[What the task requires]:
Read through the data and report every line in which the word "pixels" occurs.
*** Opening of Record excerpts ***
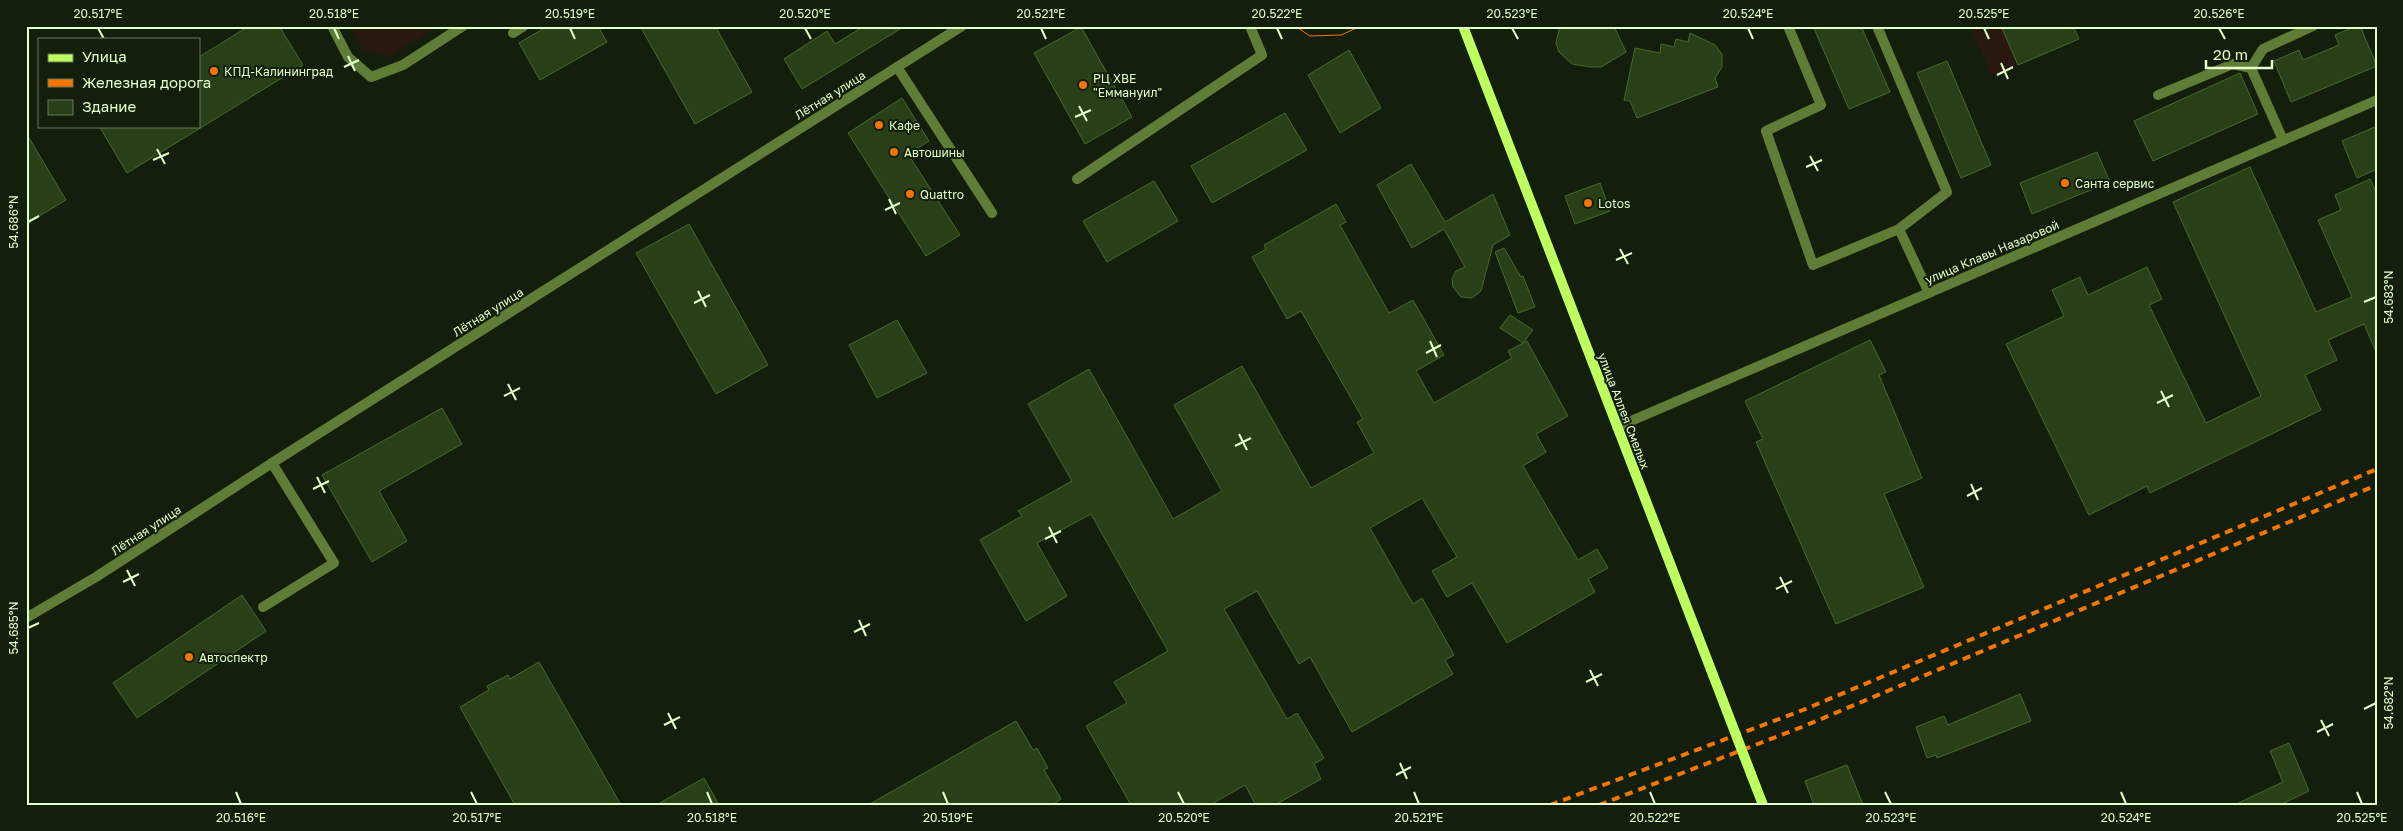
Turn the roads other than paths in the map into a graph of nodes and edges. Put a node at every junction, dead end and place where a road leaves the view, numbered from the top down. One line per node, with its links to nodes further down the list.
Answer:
*** Close of Record excerpts ***
*** Opening of Record excerpts ***
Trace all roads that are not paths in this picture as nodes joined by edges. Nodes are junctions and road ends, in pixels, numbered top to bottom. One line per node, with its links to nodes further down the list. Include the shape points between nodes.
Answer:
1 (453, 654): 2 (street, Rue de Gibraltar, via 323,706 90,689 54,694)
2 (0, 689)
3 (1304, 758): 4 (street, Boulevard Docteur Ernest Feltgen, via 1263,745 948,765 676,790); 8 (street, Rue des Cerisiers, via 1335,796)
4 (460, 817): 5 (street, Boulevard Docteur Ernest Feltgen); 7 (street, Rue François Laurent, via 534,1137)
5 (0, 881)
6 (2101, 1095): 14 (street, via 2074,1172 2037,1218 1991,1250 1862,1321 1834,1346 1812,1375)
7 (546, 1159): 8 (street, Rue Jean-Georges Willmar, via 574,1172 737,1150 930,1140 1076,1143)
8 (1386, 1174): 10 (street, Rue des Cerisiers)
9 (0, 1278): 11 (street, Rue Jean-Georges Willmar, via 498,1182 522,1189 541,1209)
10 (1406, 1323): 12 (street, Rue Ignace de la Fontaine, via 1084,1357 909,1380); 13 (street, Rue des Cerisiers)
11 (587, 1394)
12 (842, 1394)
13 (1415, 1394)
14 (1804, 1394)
*** Close of Record excerpts ***
*** Opening of Record excerpts ***
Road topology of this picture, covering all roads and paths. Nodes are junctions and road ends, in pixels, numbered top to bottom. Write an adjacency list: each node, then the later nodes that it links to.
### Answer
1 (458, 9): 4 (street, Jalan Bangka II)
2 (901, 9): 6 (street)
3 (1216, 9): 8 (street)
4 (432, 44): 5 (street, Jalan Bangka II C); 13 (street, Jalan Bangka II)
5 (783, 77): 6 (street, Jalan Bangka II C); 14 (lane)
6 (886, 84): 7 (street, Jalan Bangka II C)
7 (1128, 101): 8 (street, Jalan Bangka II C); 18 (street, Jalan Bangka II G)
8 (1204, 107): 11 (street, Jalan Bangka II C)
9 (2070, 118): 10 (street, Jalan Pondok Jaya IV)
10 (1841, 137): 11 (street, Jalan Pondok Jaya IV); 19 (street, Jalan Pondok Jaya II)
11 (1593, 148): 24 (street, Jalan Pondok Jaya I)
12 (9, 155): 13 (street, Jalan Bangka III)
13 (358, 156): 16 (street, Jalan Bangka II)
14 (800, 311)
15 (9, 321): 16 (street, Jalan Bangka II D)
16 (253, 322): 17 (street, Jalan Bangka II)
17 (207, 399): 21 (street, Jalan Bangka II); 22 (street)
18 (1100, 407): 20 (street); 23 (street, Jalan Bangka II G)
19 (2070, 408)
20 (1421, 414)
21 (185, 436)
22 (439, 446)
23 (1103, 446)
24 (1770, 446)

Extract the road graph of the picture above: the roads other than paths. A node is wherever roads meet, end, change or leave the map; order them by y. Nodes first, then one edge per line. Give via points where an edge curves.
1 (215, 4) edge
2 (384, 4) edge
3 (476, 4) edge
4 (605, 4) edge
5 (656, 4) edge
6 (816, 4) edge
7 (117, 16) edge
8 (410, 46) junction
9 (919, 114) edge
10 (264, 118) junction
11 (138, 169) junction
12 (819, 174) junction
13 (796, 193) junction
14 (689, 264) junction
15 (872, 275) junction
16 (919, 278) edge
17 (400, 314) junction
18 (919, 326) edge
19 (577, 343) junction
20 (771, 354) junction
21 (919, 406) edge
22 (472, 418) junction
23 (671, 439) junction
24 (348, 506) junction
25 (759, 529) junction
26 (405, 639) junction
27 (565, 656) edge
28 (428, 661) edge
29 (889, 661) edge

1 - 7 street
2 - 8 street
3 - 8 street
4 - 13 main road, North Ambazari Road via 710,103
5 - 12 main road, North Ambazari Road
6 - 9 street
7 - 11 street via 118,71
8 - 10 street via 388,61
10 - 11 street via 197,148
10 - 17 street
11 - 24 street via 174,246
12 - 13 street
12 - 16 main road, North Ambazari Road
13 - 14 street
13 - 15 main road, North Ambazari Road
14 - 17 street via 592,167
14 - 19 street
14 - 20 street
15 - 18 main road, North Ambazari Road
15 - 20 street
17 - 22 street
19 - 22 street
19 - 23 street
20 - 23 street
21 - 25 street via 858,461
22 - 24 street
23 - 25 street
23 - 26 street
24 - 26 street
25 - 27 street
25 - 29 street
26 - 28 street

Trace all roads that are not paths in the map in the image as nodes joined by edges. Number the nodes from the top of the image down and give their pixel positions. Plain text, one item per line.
*** Close of Record excerpts ***
[Output]:
Trace all roads that are not paths in this picture as nodes joined by edges. Nodes are junctions and road ends, in pixels, numbered top to bottom. One line per node, with its links to nodes further down the list. Include the shape points between nodes.
Road topology of this picture, covering all roads and paths. Nodes are junctions and road ends, in pixels, numbered top to bottom. Write an adjacency list: each node, then the later nodes that it links to.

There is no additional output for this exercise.